### Assignment
Report how many lines in the entries below hold the word "roads". Your answer is that number alone.

### Listed entries
[Start of Attachment]
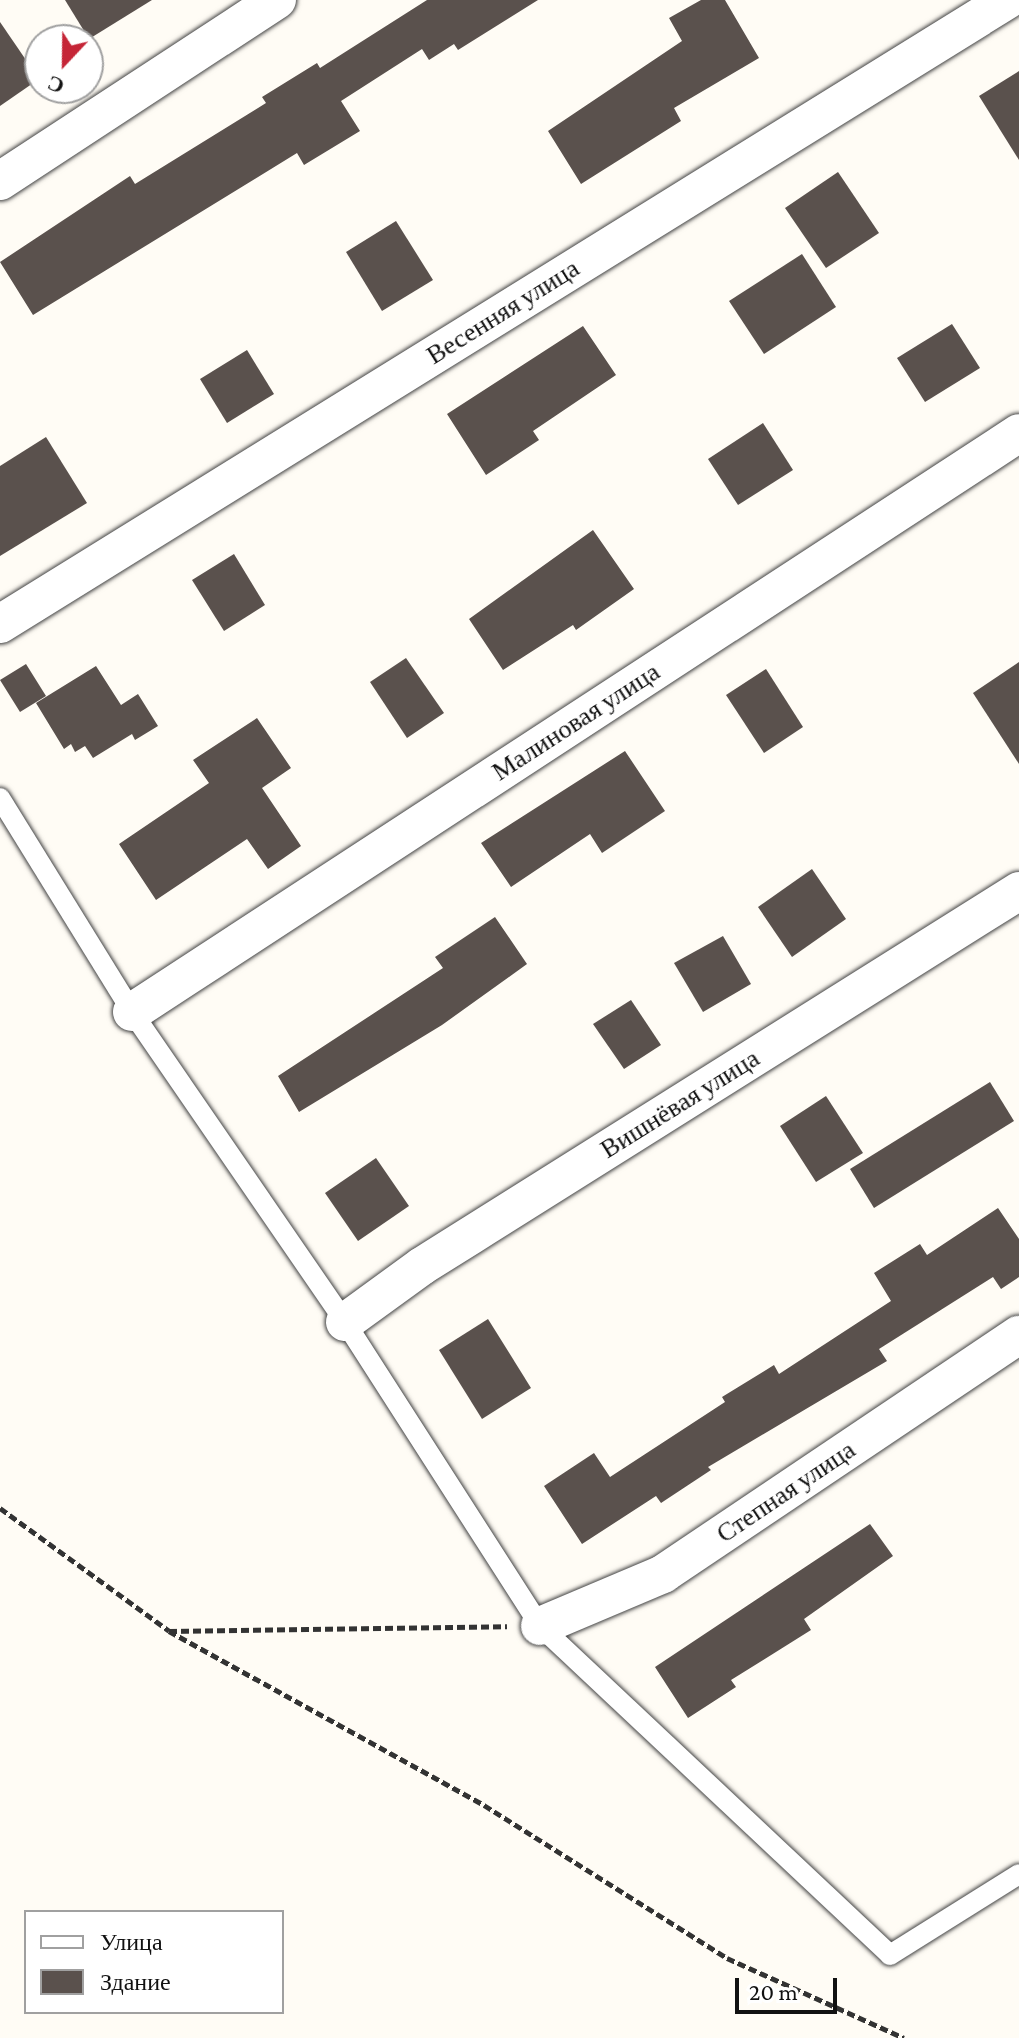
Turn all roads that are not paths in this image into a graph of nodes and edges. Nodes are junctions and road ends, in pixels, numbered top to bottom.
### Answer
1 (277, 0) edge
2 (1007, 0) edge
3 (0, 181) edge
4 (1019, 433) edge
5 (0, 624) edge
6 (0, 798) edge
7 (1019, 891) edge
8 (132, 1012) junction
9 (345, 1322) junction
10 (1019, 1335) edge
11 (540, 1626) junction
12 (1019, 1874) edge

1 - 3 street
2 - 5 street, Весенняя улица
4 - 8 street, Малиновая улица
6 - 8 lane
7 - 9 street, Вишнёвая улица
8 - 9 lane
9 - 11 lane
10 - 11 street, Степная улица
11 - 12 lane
[End of Attachment]
[Start of Attachment]
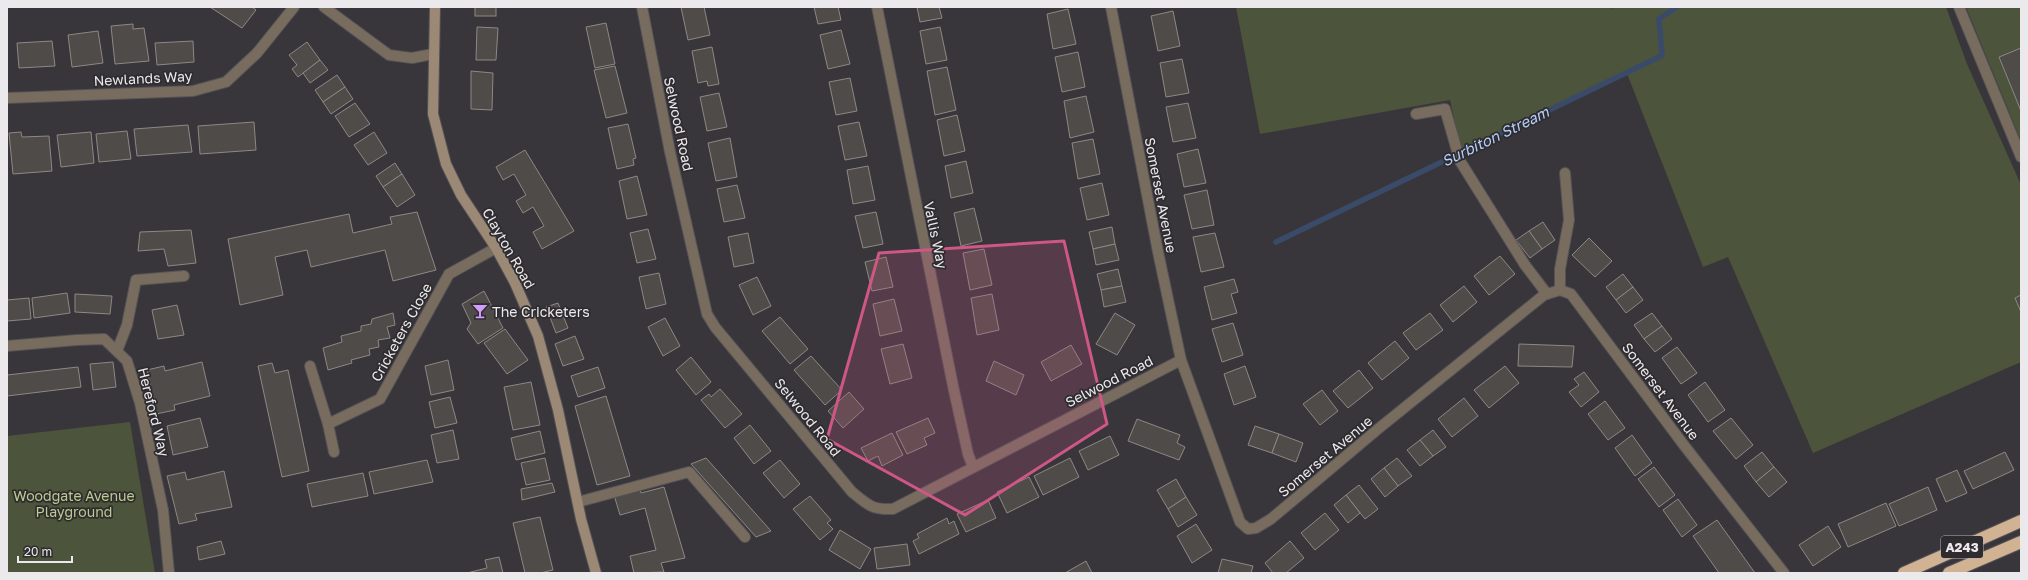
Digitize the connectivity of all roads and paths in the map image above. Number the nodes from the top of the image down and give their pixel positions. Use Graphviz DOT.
[End of Attachment]
### Expected answer
2